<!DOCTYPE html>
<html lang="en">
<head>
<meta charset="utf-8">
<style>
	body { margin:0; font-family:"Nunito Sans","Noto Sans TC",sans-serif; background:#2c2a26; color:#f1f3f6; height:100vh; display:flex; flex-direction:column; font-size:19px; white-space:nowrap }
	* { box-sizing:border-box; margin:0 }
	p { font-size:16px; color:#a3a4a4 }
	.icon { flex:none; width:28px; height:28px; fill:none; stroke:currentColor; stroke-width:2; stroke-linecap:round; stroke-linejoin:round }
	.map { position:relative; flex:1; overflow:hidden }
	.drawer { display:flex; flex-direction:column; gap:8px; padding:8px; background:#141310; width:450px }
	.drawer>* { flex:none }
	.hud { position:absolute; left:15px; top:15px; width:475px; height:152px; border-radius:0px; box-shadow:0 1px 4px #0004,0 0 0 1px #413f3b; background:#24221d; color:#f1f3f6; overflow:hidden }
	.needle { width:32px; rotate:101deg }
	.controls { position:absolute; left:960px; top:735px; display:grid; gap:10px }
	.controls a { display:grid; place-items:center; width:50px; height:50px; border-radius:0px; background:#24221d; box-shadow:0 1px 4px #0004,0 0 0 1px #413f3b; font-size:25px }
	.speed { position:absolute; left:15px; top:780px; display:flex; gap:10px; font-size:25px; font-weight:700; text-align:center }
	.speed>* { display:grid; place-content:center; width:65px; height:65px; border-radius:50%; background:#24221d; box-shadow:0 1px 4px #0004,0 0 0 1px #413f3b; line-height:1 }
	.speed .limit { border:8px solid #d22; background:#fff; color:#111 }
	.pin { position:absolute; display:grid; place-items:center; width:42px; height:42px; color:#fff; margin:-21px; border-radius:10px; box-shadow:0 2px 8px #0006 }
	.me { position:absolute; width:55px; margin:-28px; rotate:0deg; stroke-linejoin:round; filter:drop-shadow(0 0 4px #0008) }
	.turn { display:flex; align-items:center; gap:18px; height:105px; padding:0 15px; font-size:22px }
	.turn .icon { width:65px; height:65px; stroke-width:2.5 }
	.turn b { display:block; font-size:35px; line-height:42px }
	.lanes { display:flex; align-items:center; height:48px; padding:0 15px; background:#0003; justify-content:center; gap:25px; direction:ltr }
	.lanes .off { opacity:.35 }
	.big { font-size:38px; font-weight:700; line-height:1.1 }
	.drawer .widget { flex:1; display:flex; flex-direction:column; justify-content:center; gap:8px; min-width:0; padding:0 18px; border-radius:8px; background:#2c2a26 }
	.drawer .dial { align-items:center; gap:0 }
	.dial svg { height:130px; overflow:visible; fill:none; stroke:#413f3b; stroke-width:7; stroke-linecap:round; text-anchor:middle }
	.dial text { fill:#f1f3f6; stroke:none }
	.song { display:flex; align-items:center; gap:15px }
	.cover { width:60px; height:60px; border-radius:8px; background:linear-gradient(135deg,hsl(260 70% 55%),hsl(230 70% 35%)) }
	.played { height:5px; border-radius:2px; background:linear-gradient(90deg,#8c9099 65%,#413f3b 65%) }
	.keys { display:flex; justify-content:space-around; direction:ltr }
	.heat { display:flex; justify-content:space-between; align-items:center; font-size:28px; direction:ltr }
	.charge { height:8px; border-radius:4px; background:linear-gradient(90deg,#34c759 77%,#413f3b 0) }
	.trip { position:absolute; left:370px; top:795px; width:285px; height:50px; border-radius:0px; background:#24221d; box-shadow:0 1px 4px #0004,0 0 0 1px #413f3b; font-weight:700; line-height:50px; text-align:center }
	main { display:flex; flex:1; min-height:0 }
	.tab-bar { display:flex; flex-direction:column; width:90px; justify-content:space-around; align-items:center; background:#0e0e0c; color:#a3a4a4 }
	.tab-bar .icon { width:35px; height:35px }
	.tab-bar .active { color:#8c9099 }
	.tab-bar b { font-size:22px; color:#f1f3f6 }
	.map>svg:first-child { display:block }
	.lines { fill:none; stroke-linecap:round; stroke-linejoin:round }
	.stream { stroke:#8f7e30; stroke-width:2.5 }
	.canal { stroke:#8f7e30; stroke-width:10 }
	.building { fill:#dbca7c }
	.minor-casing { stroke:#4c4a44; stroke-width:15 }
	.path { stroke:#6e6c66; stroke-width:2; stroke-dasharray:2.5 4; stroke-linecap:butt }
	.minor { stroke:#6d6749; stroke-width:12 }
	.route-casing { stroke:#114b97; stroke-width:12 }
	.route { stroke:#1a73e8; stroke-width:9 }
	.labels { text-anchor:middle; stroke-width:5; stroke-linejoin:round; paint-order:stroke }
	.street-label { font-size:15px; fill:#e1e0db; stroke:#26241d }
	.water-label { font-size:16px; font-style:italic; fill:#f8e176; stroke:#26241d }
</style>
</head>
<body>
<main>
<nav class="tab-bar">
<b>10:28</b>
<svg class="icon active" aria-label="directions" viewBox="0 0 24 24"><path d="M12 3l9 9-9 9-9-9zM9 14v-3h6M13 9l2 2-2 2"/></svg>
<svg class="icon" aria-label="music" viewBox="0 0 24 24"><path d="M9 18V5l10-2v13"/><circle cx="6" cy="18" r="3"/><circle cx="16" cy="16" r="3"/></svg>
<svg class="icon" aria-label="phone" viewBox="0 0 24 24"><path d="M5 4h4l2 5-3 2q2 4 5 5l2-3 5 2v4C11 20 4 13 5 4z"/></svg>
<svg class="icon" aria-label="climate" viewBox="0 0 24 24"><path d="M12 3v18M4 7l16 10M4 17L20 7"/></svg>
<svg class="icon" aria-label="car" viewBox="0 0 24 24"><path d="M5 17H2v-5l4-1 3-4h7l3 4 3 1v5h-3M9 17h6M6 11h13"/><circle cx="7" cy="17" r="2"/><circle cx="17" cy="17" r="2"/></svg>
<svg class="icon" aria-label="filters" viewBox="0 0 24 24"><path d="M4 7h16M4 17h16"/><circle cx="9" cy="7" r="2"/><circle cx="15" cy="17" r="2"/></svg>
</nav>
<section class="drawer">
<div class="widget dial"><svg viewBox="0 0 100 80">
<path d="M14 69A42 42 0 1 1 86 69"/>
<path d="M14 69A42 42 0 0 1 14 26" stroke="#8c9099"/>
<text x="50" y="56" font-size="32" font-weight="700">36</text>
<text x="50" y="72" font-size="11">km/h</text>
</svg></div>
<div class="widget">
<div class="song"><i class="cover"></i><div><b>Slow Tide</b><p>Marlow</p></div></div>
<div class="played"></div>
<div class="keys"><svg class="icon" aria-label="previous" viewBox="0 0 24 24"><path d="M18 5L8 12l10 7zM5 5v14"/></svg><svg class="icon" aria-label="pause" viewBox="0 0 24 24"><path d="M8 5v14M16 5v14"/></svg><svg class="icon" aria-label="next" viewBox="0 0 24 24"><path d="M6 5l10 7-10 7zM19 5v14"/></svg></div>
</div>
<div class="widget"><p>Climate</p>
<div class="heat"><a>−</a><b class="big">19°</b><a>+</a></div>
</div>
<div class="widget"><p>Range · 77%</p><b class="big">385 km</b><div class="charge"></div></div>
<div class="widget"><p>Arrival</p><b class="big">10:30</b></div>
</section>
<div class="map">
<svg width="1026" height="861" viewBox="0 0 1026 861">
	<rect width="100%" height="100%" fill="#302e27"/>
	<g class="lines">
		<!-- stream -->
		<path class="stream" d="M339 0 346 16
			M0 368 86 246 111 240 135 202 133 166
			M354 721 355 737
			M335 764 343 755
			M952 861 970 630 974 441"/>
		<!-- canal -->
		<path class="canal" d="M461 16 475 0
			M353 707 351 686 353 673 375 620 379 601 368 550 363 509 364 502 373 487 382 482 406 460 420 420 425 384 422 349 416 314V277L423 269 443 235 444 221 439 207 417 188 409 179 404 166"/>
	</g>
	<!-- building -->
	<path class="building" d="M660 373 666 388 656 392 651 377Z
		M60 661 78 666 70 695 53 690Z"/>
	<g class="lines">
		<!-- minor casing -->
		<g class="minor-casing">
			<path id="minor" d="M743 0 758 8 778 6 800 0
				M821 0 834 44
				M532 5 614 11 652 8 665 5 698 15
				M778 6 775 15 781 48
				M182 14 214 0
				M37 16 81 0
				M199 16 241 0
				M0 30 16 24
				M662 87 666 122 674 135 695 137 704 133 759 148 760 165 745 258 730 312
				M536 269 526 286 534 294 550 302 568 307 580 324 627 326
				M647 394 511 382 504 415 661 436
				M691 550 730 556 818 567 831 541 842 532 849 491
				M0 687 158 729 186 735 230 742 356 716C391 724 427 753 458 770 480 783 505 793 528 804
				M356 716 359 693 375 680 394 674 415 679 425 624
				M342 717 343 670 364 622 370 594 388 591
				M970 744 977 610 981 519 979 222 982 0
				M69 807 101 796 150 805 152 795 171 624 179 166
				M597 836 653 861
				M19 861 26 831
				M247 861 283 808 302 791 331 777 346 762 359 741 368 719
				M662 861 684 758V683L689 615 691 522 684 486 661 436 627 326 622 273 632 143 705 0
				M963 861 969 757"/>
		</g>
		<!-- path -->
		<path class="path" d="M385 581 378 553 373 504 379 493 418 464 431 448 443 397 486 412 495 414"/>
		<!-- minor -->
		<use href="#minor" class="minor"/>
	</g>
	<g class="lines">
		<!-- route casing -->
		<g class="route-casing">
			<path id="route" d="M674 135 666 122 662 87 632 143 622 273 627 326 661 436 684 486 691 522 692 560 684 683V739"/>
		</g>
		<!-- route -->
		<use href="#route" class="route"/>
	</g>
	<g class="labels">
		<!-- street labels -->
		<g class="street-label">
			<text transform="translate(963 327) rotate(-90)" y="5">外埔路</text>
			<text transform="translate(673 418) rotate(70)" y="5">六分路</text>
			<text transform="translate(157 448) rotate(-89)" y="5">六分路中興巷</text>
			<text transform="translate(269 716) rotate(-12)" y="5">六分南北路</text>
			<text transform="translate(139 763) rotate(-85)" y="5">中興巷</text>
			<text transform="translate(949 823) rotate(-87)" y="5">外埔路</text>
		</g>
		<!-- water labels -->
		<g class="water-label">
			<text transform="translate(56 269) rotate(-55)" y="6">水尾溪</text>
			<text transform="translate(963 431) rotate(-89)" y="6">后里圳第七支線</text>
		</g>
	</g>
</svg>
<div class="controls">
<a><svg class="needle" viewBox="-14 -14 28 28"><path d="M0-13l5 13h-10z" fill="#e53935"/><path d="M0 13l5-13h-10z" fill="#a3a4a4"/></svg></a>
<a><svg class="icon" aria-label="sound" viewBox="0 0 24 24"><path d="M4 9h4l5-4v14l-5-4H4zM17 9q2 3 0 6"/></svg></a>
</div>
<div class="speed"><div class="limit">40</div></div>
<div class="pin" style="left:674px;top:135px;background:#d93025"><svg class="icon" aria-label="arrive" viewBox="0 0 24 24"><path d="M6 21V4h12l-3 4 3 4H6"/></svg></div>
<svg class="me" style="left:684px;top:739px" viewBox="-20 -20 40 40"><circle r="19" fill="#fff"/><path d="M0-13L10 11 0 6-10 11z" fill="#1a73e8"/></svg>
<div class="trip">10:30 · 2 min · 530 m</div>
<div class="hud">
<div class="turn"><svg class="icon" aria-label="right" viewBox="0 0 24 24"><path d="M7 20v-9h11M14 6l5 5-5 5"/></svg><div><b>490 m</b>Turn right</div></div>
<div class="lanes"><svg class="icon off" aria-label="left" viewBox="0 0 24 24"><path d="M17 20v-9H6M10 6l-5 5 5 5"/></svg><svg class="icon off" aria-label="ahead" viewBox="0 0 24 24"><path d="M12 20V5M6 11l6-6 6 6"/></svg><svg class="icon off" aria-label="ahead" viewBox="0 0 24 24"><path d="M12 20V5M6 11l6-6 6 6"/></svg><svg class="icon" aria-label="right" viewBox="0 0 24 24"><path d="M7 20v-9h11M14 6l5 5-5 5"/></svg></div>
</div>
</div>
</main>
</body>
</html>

WORK INSTRUCTIONS ::
Pull out all lines from the entries above in which the word "speed" appears.

EXERCISE SOLUTION ::
	.speed { position:absolute; left:15px; top:780px; display:flex; gap:10px; font-size:25px; font-weight:700; text-align:center }
	.speed>* { display:grid; place-content:center; width:65px; height:65px; border-radius:50%; background:#24221d; box-shadow:0 1px 4px #0004,0 0 0 1px #413f3b; line-height:1 }
	.speed .limit { border:8px solid #d22; background:#fff; color:#111 }
<div class="speed"><div class="limit">40</div></div>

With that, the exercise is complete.